> [Exercise directions] Within the entries below, the lines from the one with "ring pip: (800, 1316)" through the one with "pinky mcp: (1199, 1349)" are to be set down exactly, both ends kept.
Start of Supplied data
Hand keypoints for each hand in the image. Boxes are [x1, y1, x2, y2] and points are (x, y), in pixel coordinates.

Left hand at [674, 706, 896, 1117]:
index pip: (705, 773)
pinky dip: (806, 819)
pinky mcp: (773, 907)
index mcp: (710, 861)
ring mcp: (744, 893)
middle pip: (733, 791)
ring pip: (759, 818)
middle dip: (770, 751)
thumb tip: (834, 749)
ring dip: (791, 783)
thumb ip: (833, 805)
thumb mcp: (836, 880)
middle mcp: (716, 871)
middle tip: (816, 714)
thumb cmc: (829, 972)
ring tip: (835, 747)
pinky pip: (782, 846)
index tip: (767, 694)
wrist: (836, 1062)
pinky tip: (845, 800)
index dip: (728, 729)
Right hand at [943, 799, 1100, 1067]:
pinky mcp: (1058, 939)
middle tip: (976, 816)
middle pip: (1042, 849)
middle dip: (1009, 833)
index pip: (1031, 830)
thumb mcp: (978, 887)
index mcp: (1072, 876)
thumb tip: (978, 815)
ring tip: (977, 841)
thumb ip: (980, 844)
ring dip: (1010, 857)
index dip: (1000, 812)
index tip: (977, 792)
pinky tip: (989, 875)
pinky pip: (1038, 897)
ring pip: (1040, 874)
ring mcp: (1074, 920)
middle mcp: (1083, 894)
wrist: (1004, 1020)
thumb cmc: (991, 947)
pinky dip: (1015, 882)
End of Supplied data
Start of Supplied data
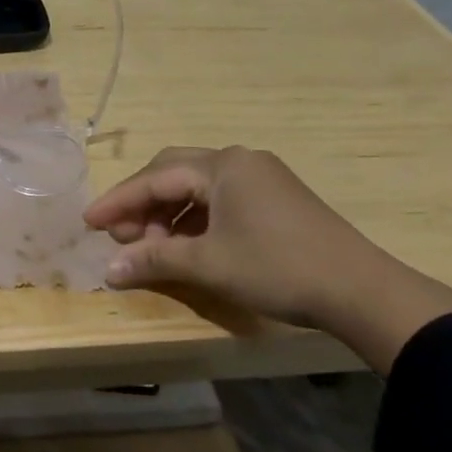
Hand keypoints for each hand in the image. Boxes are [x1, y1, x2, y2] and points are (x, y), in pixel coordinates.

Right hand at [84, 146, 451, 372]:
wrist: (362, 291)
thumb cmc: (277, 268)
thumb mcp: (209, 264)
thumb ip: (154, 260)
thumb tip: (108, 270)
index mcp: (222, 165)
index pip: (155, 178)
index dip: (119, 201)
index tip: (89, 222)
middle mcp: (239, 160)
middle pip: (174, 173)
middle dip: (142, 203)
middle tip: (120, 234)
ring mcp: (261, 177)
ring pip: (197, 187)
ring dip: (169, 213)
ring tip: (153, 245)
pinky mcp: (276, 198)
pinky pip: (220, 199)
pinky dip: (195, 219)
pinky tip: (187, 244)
End of Supplied data
Start of Supplied data
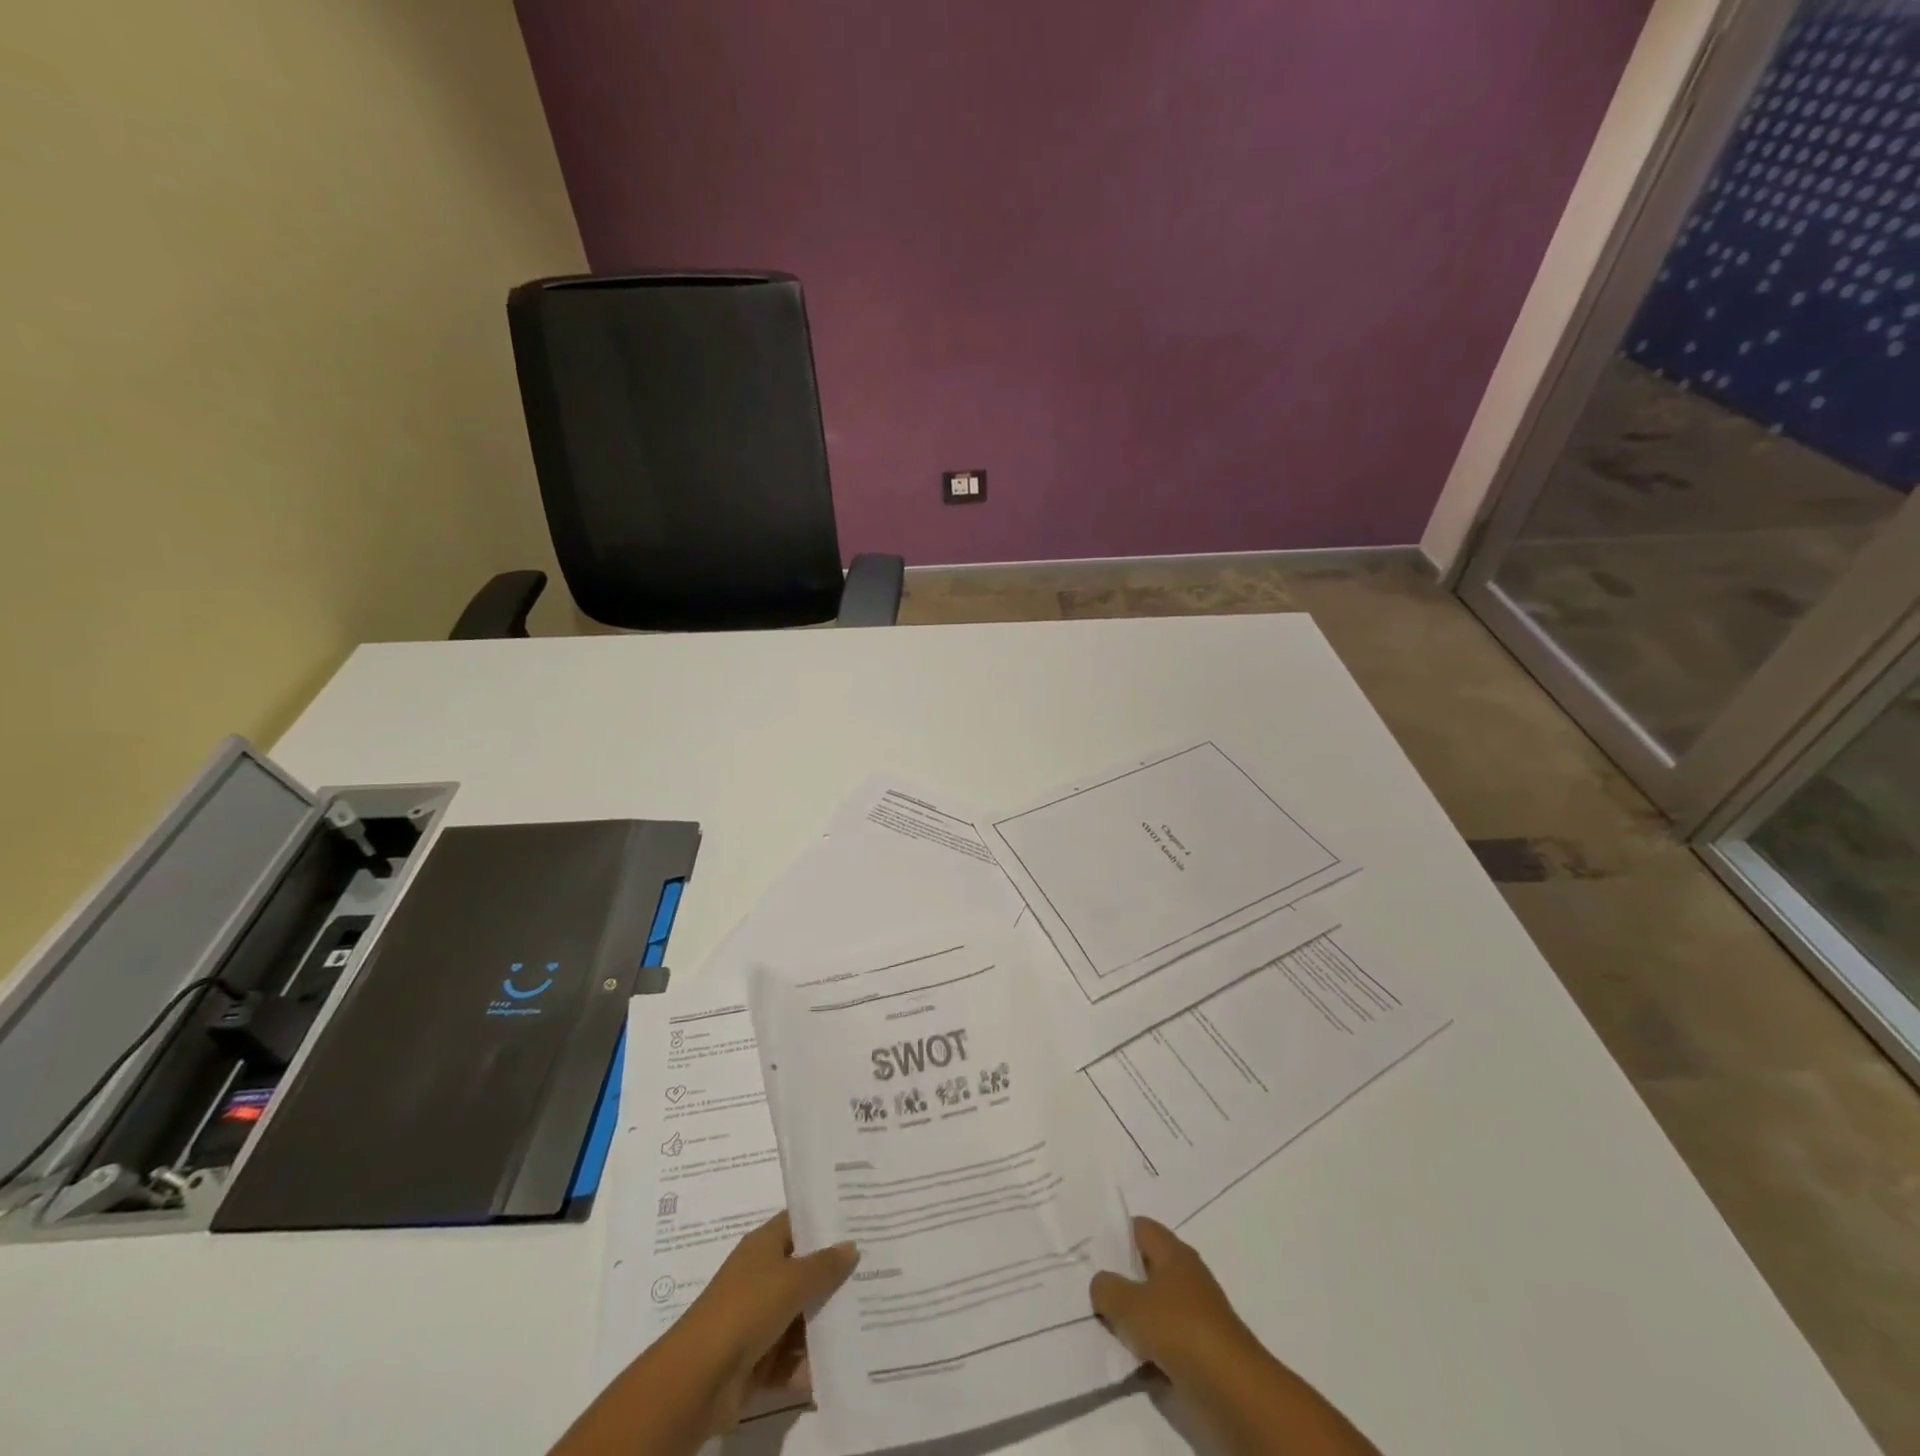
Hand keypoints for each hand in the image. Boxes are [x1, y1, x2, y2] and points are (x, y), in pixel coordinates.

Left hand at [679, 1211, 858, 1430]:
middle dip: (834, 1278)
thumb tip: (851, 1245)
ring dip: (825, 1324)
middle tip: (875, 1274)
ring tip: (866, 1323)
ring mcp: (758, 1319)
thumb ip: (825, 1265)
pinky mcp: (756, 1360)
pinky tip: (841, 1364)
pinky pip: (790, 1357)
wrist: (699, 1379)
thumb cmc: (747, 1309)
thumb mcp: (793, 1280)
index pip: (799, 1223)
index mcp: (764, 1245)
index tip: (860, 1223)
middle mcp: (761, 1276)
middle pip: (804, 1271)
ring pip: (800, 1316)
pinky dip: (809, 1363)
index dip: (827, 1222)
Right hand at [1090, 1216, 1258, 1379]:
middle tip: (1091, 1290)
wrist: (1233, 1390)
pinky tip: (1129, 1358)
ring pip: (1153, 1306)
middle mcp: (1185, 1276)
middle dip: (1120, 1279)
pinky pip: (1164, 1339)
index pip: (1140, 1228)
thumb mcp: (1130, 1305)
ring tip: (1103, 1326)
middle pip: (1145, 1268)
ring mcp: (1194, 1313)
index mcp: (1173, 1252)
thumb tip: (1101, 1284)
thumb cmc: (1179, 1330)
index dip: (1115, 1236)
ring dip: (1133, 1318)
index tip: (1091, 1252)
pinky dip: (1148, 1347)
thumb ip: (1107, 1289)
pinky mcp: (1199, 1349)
End of Supplied data
> [Response below]
ring pip: (800, 1316)
pinky dip: (809, 1363)
index dip: (827, 1222)
Right hand at [1090, 1216, 1258, 1379]:
middle tip: (1091, 1290)
wrist: (1233, 1390)
pinky tip: (1129, 1358)
ring pip: (1153, 1306)
middle mcp: (1185, 1276)
middle dip: (1120, 1279)
pinky pip: (1164, 1339)
index pip: (1140, 1228)
thumb mcp: (1130, 1305)
ring tip: (1103, 1326)
middle pip: (1145, 1268)
ring mcp: (1194, 1313)
index mcp: (1173, 1252)
thumb tip: (1101, 1284)
thumb cmc: (1179, 1330)
index dip: (1115, 1236)
ring dip: (1133, 1318)
index tip: (1091, 1252)
pinky dip: (1148, 1347)
thumb ip: (1107, 1289)
pinky mcp: (1199, 1349)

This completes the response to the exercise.